AI Personalities: Adam Recounts His Journey Down The Rabbit Hole

Adam – @adam_blahuta

Hey fellow space junkies!

The creative journey of game development is very strange. If your goal is to engage players with novel experiences, design innovation is a powerful tool. The inherent challenge is that it’s difficult to understand a problem in a vacuum. You have to try different approaches and see how they succeed and fail before you start getting an accurate picture. And you never know how deep the rabbit hole goes until you’ve already started falling into it. In order to do justice to the thing you’re trying to build, you have to be willing to see that through to the end. I’m just so happy that we were able to build a team that was willing to take that risk!

When we first got together to discuss Astrobase Command, we knew we wanted to build a space-station-based survival simulation that delivered on the experiences provided by TV shows like Star Trek. We also understood that characters were key to that experience, but we didn’t really know what that meant for the game.

Last week, Dave walked us through a design that not only communicates the character’s personality to the player but also provides the context in which that personality can shine and evolve. The beauty of his approach is in how personality traits are built and communicated to the player. Each one is unique but they often have elements in common, which nicely models how people can have different value systems and still have common ground. They don’t simply translate to some universal game mechanic, like “Brave = +5 to Initiative”. Instead, every other system in the game is designed to challenge that personality in some way.

As a result, personality becomes a key component to a character’s decision making, how they perceive the world around them and how they interact with others. It then becomes the player’s responsibility to decide where each character fits in their crew. Who do you send on dangerous missions when you have specific goals? Who are best suited to work together? Who can bunk together in quarters? How do you best cater to your crew’s needs? How do you break up recurring fights between two crew-members who hate each other?

This lays out a beautiful process of discovery where the player needs to understand personality in order to ensure the survival of their crew. The only way to do this is to get to know the personality traits of each character and see how they act in different situations and how those situations can change them.

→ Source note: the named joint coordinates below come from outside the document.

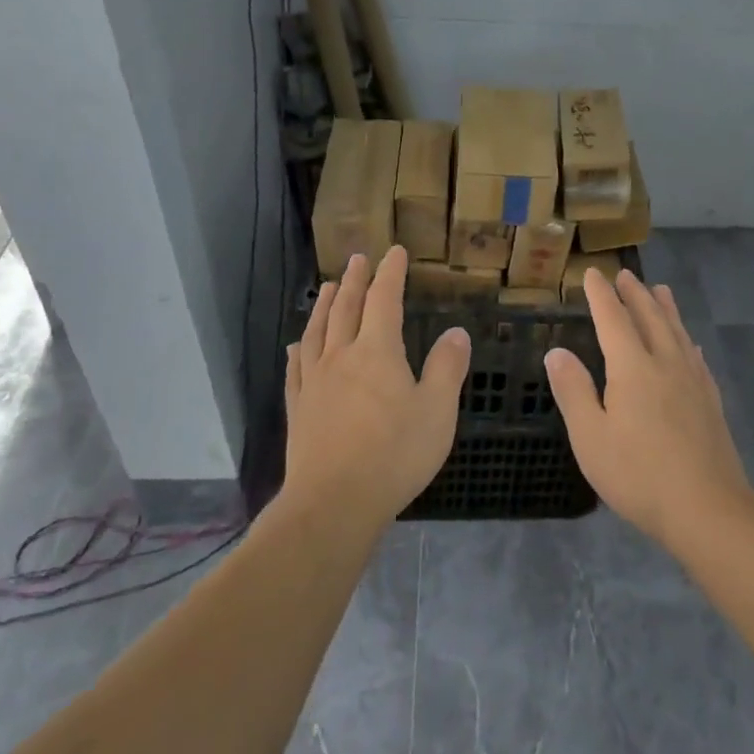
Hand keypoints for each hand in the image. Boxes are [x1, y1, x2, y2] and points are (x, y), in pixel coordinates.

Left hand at [283, 246, 471, 529]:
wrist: (334, 501)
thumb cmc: (394, 454)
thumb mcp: (437, 411)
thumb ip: (446, 368)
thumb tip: (456, 332)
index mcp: (377, 352)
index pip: (384, 300)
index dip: (390, 273)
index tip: (395, 252)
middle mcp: (341, 356)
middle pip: (346, 308)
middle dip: (354, 280)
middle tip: (357, 258)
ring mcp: (315, 381)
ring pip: (318, 331)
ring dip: (323, 305)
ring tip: (326, 287)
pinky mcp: (299, 408)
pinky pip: (296, 368)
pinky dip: (299, 349)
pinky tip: (296, 345)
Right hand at [545, 269, 751, 547]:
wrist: (707, 509)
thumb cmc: (638, 474)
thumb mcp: (590, 436)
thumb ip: (573, 390)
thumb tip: (556, 352)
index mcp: (632, 368)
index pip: (613, 319)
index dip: (601, 295)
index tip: (593, 273)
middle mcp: (665, 364)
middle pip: (650, 318)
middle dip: (634, 295)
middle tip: (625, 275)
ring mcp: (693, 382)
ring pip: (677, 333)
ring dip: (665, 309)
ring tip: (661, 290)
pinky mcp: (710, 401)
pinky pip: (696, 357)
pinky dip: (687, 341)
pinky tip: (690, 345)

As you may have guessed from the wall of text above, I was very excited to start implementing this approach. My week has been entirely consumed by delivering on Dave’s vision for characters at their most fundamental level.

Daniel – @Polygonatron

Hi Everybody!

This week has been one of visual effects for me. I started out working on some text scrolling tech for the datapad and I’m currently in the middle of trying to learn shader programming. Tricky stuff, but fun!

Dave – @Dave_Astrobase

This week I’ve been working on station gameplay, and the correct level of depth in the simulation. In gameplay terms, this essentially corresponds to: “what are the physics rules of this universe.” Also, I’m super excited to see Adam bring the personality system come to life with the magic of code!

Max – @Max_Shields

Hello all!

This last bit is to see if you’re sufficiently dedicated to make it to the bottom of Adam’s wall of text. 😉

I’ve been playing around with the idea of writing some Astrobase Command fiction which could take many forms. It could be a periodic short independent or interconnected short stories published directly to this site, a novella, or even a novel published in electronic format.